Twin Boost update work (first day 2026)
It was my first day back doing pedal stuff after Christmas/New Year (I’d been back teaching and doing bits in the evenings).
I’d been working on revised versions of the Twin Boost + Embers Fuzz (the two pedals I launched Hamilton Effects with just over a year ago).
After a year of feedback + living with the production models, I had a few things I wanted to revisit at the start of 2026.
A lot of notebook time went into switching headaches, especially on the Twin Boost (I didn’t want to spoil too much yet).
Revised Twin Boost — left side (bias side)
I demo’d it quiet first (volume low) so you could hear what the circuit was doing without it just being “boosted amp sounds nice”.
With normal bias (bias effect “off”) it was slightly gritty.
When I dug in, it had that squish — not quite compression, because it stayed really dynamic, but it was a feel thing (and that’s why I like bias control).
Compared to bypass it had less treble, still clarity, just less.
Turning volume up boosted an AC30 model, and obviously it sounded really nice… but that’s why I showed it quiet first.
In the new Twin Boost I said I was going to include the attenuation switch from the Twin Parallel, so you could get back down to pretty clean.
As I brought in the bias knob (starving the transistor of voltage):
volume lifted a bit
texture/crunch came from the circuit (not just the amp)
it added drive + compression but kept clarity
sharp attack stayed (T-style pickup transient still came through)
pushed far, it got quieter again so I compensated with volume
it didn’t feel like “overdrive/distortion”, but it was still gritty and fun
it was the kind of texture I listened for for rhythm parts
That was where I landed for the revised left side.
Switching / buffer bit (context)
I added a buffer before either boost because for parallel mode the split needs to be buffered.
That created some of the switching headache, because you can choose whether 1 goes into 2 or 2 goes into 1 — but I wanted both boosts to sound good after the buffer.
Revised Twin Boost — right side (classic boost side)
I rebuilt the right side around a few different transistors (I didn’t have any 5088s to hand, so I started with a 2N3904).
I tested input cap values:
22n set the high-pass before boost
I tried 100n (more bass through)
It was subtle, but I ended up leaning toward 100n so bass/baritone players could use it too.
I tried different transistors:
BC550C felt a bit hotter / biased differently (almost like “two layers” of drive / asymmetrical-ish feel), but I wasn’t convinced it was worth swapping for.
2N2222A was way higher gain and I preferred the tone — clearer, less muddy.

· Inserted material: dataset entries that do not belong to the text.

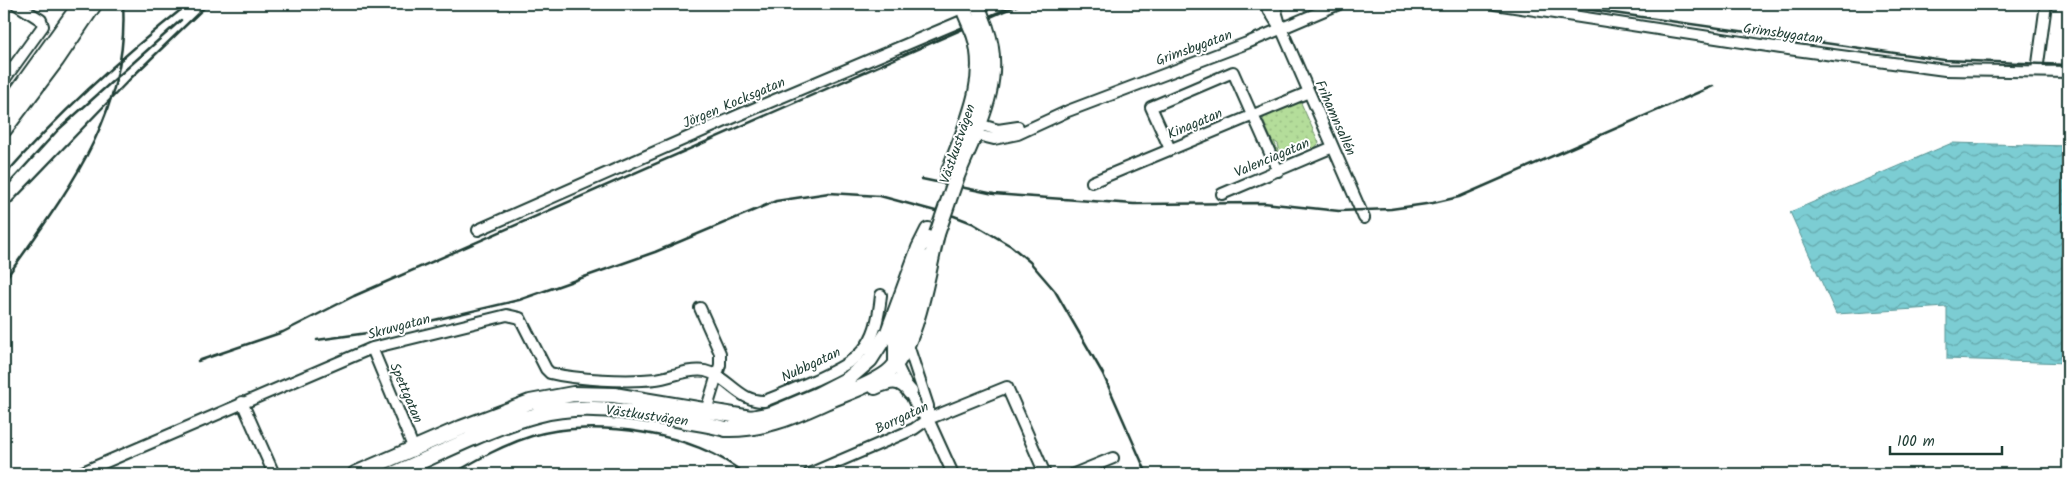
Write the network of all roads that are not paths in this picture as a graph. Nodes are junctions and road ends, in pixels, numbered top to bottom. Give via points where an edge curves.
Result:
1 (81, 4) edge
2 (94, 4) edge
3 (1002, 4) edge
4 (1266, 4) edge
5 (1274, 4) edge
6 (1339, 4) edge
7 (1495, 4) edge
8 (2046, 4) edge
9 (22, 5) edge
10 (970, 7) edge
11 (1282, 28) junction
12 (2037, 71) junction
13 (2068, 72) edge
14 (4, 80) edge
15 (1309, 92) junction
16 (4, 111) edge
17 (1253, 115) junction
18 (971, 128) junction
19 (4, 129) edge
20 (1333, 147) junction
21 (1170, 149) junction
22 (1278, 171) junction
23 (1092, 182) dead end
24 (1222, 194) dead end
25 (1364, 218) dead end
26 (478, 230) dead end
27 (930, 234) junction
28 (881, 295) dead end
29 (700, 308) dead end
30 (907, 342) junction
31 (372, 348) junction
32 (896, 362) junction
33 (716, 376) junction
34 (910, 392) junction
35 (817, 394) junction
36 (242, 402) junction
37 (928, 406) junction
38 (706, 411) junction
39 (634, 412) junction
40 (928, 420) junction
41 (717, 427) junction
42 (745, 429) junction
43 (414, 449) junction
44 (1113, 458) dead end
45 (78, 474) edge
46 (274, 474) edge
47 (355, 474) edge
48 (393, 474) edge
49 (809, 474) edge
50 (952, 474) edge
51 (1045, 474) edge
52 (1074, 474) edge

1 - 16 highway
2 - 19 highway
3 - 26 street, Jörgen Kocksgatan
4 - 11 street, Frihamnsallén
5 - 11 street, Frihamnsallén
6 - 11 street, Grimsbygatan
7 - 12 street, Grimsbygatan via 1945,70
8 - 12 street
9 - 14 street via 41,20 42,30
10 - 18 main road, Västkustvägen, bridge via 993,55 993,77
11 - 15 street, Frihamnsallén
11 - 18 street, Grimsbygatan via 1008,137 994,139
12 - 13 street, Grimsbygatan
15 - 17 street, Kinagatan
15 - 20 street, Frihamnsallén
17 - 21 street, Kinagatan
17 - 21 street via 1233,72 1151,107
17 - 22 street
18 - 27 main road, Västkustvägen, bridge
20 - 22 street, Valenciagatan
20 - 25 street, Frihamnsallén
21 - 23 street, Kinagatan
22 - 24 street, Valenciagatan
27 - 30 main road, Västkustvägen via 928,283
27 - 32 main road via 896,343
27 - 35 main road, Västkustvägen via 919,248 888,332 876,351 864,367 848,379
28 - 33 street, Nubbgatan via 879,317 870,341 853,361 841,368 764,401 745,398
29 - 33 street via 720,353
30 - 32 main road, Västkustvägen
30 - 37 street
31 - 33 street, Skruvgatan via 511,315 520,318 550,373 623,380 657,379 704,371
31 - 36 street, Skruvgatan
31 - 43 street, Spettgatan
32 - 34 street
32 - 35 main road, Västkustvägen via 883,363 856,379
32 - 37 street via 910,372
32 - 42 main road, Västkustvägen via 874,381 776,423
33 - 38 street
34 - 40 street via 918,410
34 - 42 main road via 903,384 889,381 794,422 768,429
35 - 38 main road, Västkustvägen via 761,417
36 - 45 street, Skruvgatan
36 - 46 street
37 - 40 street
38 - 39 street via 701,416 661,411
38 - 41 street via 709,420
38 - 43 main road, Västkustvägen via 614,395 553,396 510,408
39 - 41 main road, Västkustvägen
39 - 48 main road, Västkustvägen via 583,408 538,414
40 - 49 street, Borrgatan
40 - 50 street
40 - 51 street, Borrgatan via 1007,387
41 - 42 main road, Västkustvägen
43 - 47 main road, Västkustvägen
44 - 52 street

I found a resistor was limiting the top end of gain rather than the bottom end.
I added the same 22k input resistor I’d used on the left side, and that cleaned up the super low-gain “sizzle” nicely.
I also tested the clipping diode setup:
I preferred it how I already had it (with that extra diode to ground to soften it a bit) rather than straight hard clipping to ground.
Where I finished
I ended up happy with the right side using the 2N2222A, the input gain calmed similarly to the left side, and the same clipping diode layout as the left.
I didn’t have the right gain pot so I couldn’t test the full gain range, but it felt like a solid updated circuit plan for the next round of Twin Boosts.